Stored items
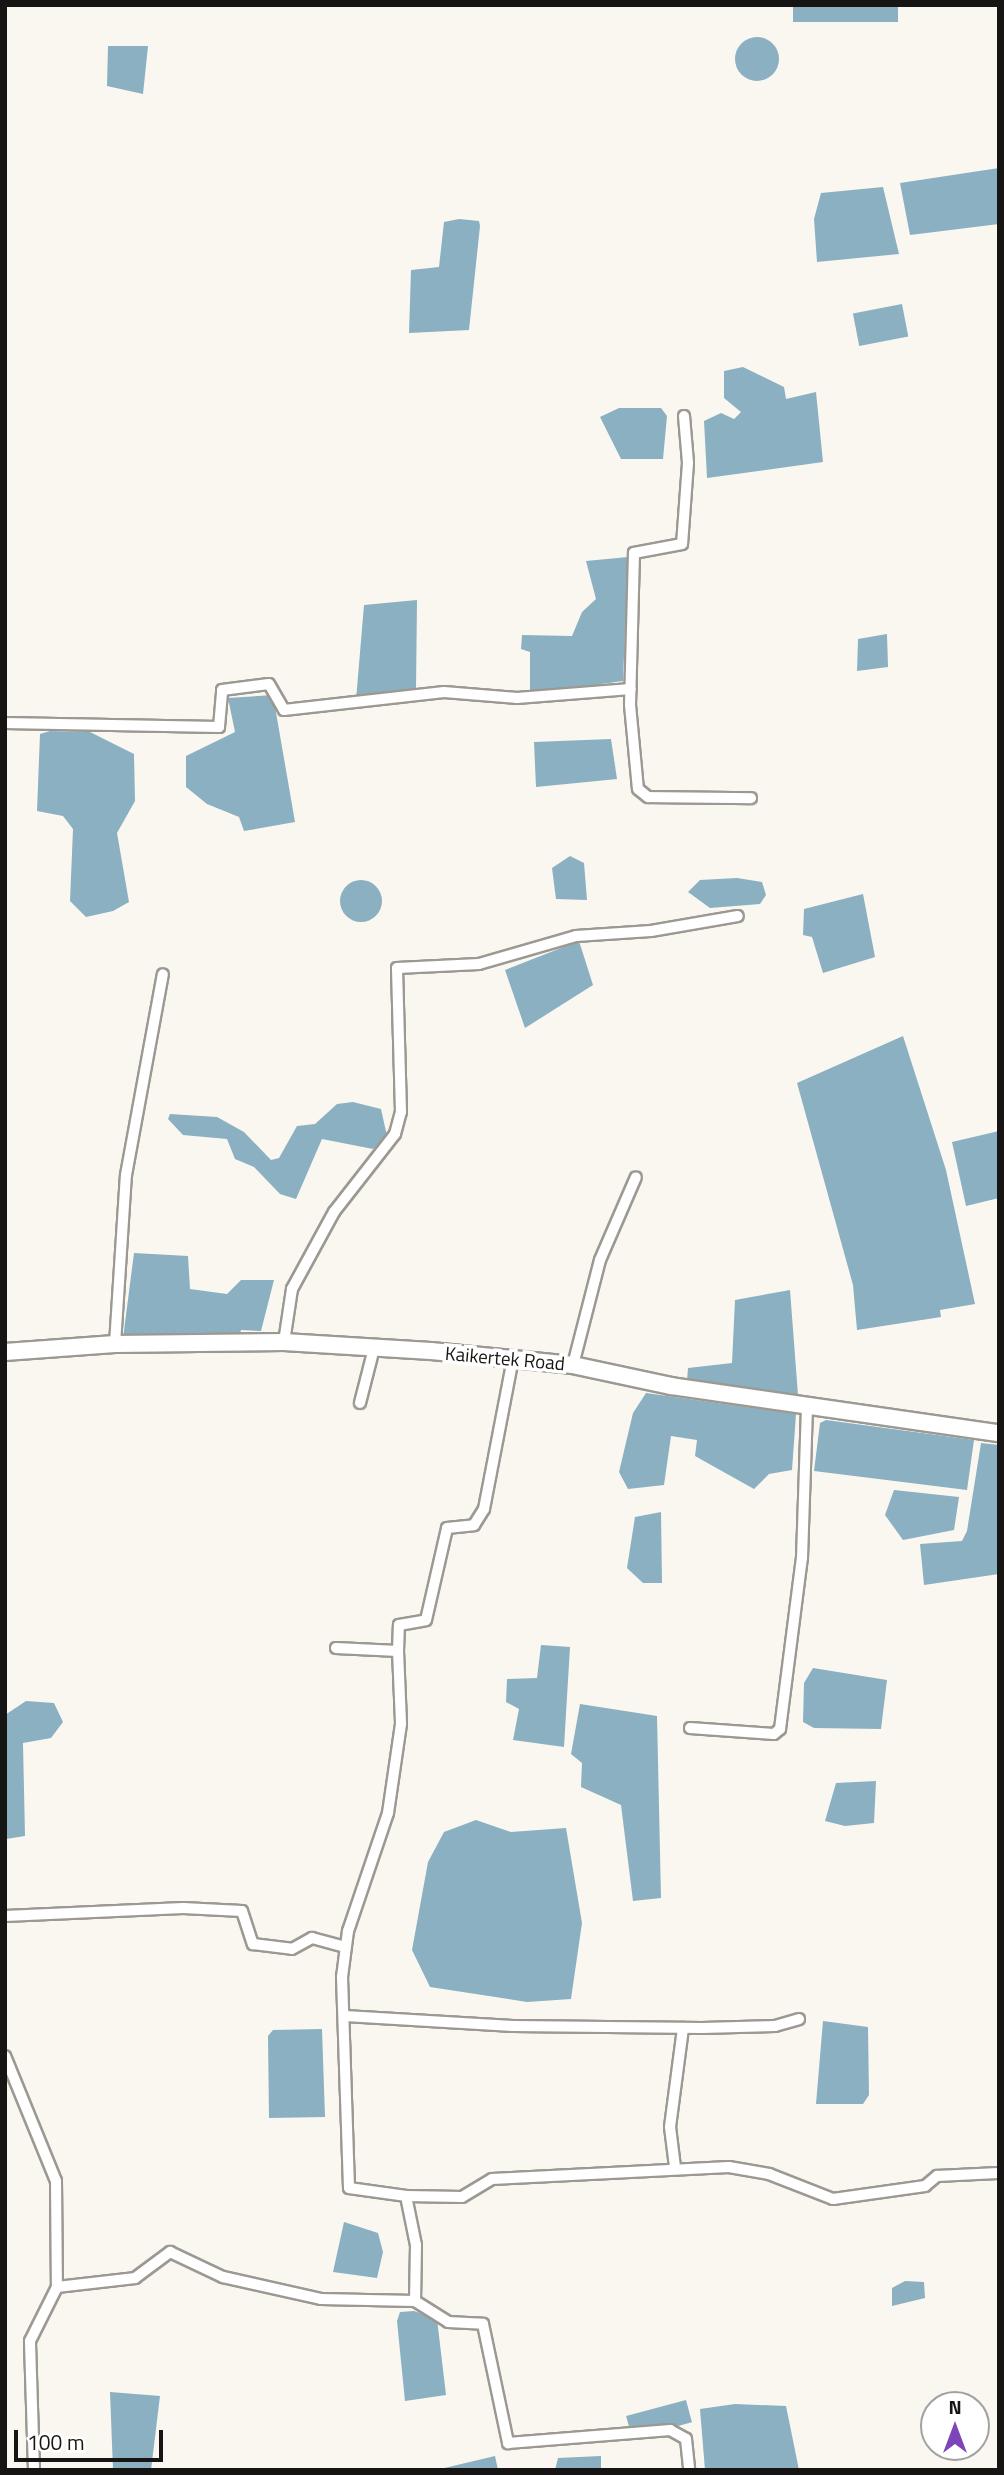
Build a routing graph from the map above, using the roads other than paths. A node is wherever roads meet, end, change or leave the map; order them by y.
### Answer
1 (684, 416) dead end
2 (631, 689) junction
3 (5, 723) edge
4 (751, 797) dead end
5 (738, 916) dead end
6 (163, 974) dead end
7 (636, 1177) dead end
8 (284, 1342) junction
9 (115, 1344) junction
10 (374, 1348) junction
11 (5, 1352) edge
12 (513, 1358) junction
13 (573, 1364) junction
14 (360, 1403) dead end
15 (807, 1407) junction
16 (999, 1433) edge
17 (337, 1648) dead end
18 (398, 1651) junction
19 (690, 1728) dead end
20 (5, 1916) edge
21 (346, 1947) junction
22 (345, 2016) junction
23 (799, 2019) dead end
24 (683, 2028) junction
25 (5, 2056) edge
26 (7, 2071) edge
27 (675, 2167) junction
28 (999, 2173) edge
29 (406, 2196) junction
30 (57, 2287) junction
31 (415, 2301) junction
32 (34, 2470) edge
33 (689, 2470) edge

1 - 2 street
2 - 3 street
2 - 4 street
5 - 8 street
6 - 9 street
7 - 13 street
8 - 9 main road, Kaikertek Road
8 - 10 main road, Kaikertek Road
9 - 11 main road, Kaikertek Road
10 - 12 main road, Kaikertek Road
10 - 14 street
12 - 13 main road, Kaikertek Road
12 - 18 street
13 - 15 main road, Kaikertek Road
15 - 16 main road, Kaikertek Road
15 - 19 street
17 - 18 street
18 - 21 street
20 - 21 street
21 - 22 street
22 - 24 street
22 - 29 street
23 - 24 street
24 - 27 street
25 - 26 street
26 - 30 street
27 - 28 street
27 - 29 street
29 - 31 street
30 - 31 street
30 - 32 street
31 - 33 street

* **PROMPT**
Above are the entries; write them out again exactly, omitting the pictures.

* **EXPECTED ANSWER**
Build a routing graph from the map above, using the roads other than paths. A node is wherever roads meet, end, change or leave the map; order them by y.
### Answer
1 (684, 416) dead end
2 (631, 689) junction
3 (5, 723) edge
4 (751, 797) dead end
5 (738, 916) dead end
6 (163, 974) dead end
7 (636, 1177) dead end
8 (284, 1342) junction
9 (115, 1344) junction
10 (374, 1348) junction
11 (5, 1352) edge
12 (513, 1358) junction
13 (573, 1364) junction
14 (360, 1403) dead end
15 (807, 1407) junction
16 (999, 1433) edge
17 (337, 1648) dead end
18 (398, 1651) junction
19 (690, 1728) dead end
20 (5, 1916) edge
21 (346, 1947) junction
22 (345, 2016) junction
23 (799, 2019) dead end
24 (683, 2028) junction
25 (5, 2056) edge
26 (7, 2071) edge
27 (675, 2167) junction
28 (999, 2173) edge
29 (406, 2196) junction
30 (57, 2287) junction
31 (415, 2301) junction
32 (34, 2470) edge
33 (689, 2470) edge

1 - 2 street
2 - 3 street
2 - 4 street
5 - 8 street
6 - 9 street
7 - 13 street
8 - 9 main road, Kaikertek Road
8 - 10 main road, Kaikertek Road
9 - 11 main road, Kaikertek Road
10 - 12 main road, Kaikertek Road
10 - 14 street
12 - 13 main road, Kaikertek Road
12 - 18 street
13 - 15 main road, Kaikertek Road
15 - 16 main road, Kaikertek Road
15 - 19 street
17 - 18 street
18 - 21 street
20 - 21 street
21 - 22 street
22 - 24 street
22 - 29 street
23 - 24 street
24 - 27 street
25 - 26 street
26 - 30 street
27 - 28 street
27 - 29 street
29 - 31 street
30 - 31 street
30 - 32 street
31 - 33 street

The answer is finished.